- [Task instructions]:
Pictures should not appear in the copy; the records themselves must be written out exactly.

—————

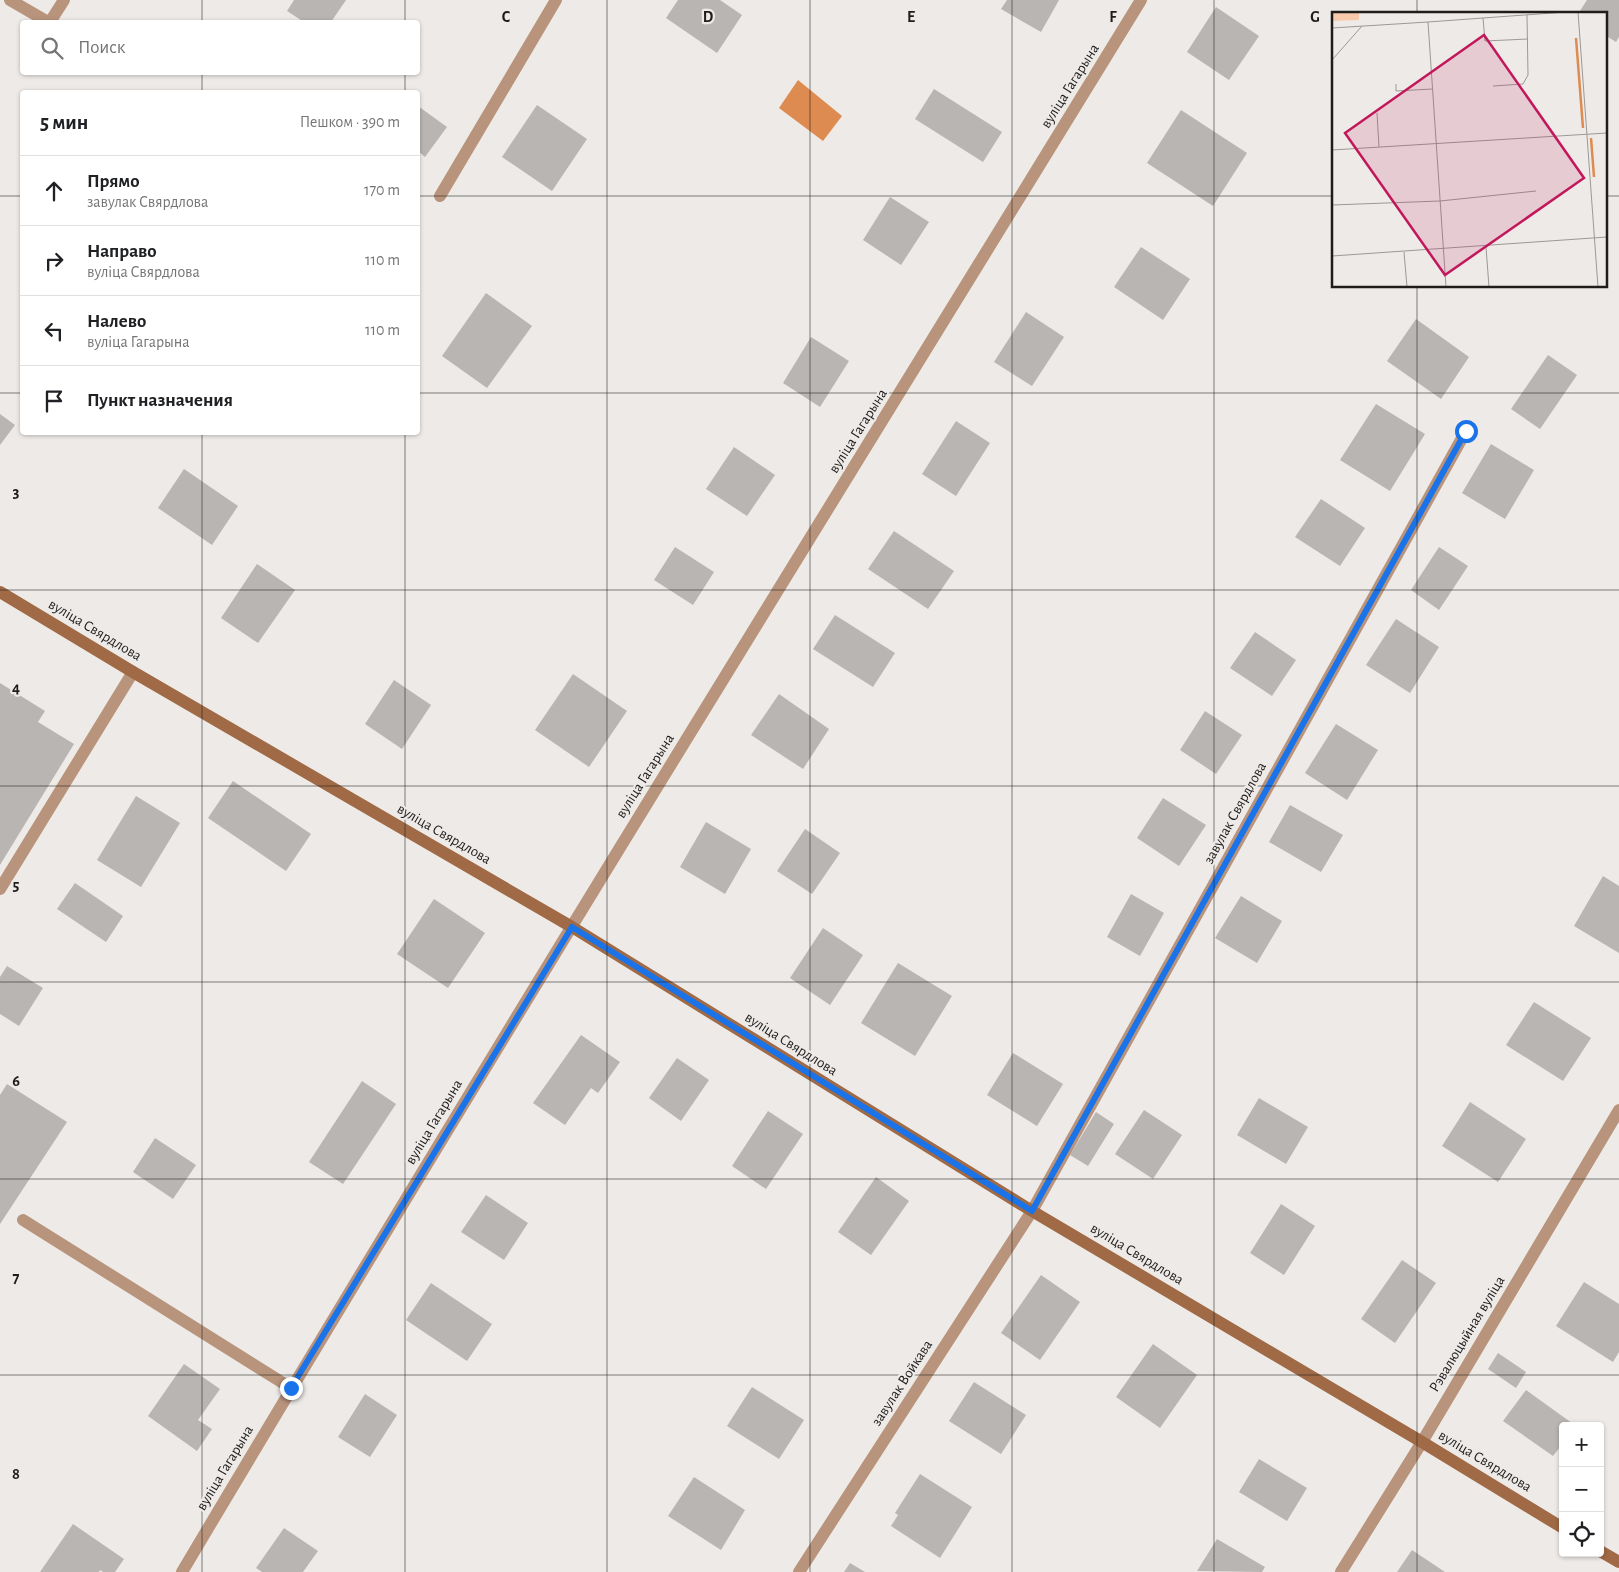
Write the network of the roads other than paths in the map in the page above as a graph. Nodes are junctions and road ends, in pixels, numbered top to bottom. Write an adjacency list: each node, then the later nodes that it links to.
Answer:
1 (10, 0): 5 (street)
2 (64, 0): 6 (street)
3 (556, 0): 7 (street)
4 (1141, 0): 12 (street, вуліца Гагарына)
5 (45, 20)
6 (50, 20)
7 (440, 196)
8 (1466, 431): 14 (street, завулак Свярдлова)
9 (0, 592): 10 (main road, вуліца Свярдлова)
10 (133, 672): 11 (street); 12 (main road, вуліца Свярдлова)
11 (0, 889)
12 (572, 927): 14 (main road, вуліца Свярдлова); 16 (street, вуліца Гагарына)
13 (1619, 1110): 17 (street, Рэвалюцыйная вуліца)
14 (1032, 1211): 17 (main road, вуліца Свярдлова); 22 (street, завулак Войкава)
15 (23, 1220): 16 (street)
16 (291, 1388): 21 (street, вуліца Гагарына)
17 (1422, 1442): 18 (main road, вуліца Свярдлова); 23 (street, Рэвалюцыйная вуліца)
18 (1559, 1526)
19 (1604, 1553): 20 (main road)
20 (1619, 1562)
21 (182, 1572)
22 (799, 1572)
23 (1341, 1572)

—————

- [Answer below]:
Write the network of the roads other than paths in the map in the page above as a graph. Nodes are junctions and road ends, in pixels, numbered top to bottom. Write an adjacency list: each node, then the later nodes that it links to.
Answer:
1 (10, 0): 5 (street)
2 (64, 0): 6 (street)
3 (556, 0): 7 (street)
4 (1141, 0): 12 (street, вуліца Гагарына)
5 (45, 20)
6 (50, 20)
7 (440, 196)
8 (1466, 431): 14 (street, завулак Свярдлова)
9 (0, 592): 10 (main road, вуліца Свярдлова)
10 (133, 672): 11 (street); 12 (main road, вуліца Свярдлова)
11 (0, 889)
12 (572, 927): 14 (main road, вуліца Свярдлова); 16 (street, вуліца Гагарына)
13 (1619, 1110): 17 (street, Рэвалюцыйная вуліца)
14 (1032, 1211): 17 (main road, вуліца Свярдлова); 22 (street, завулак Войкава)
15 (23, 1220): 16 (street)
16 (291, 1388): 21 (street, вуліца Гагарына)
17 (1422, 1442): 18 (main road, вуліца Свярдлова); 23 (street, Рэвалюцыйная вуліца)
18 (1559, 1526)
19 (1604, 1553): 20 (main road)
20 (1619, 1562)
21 (182, 1572)
22 (799, 1572)
23 (1341, 1572)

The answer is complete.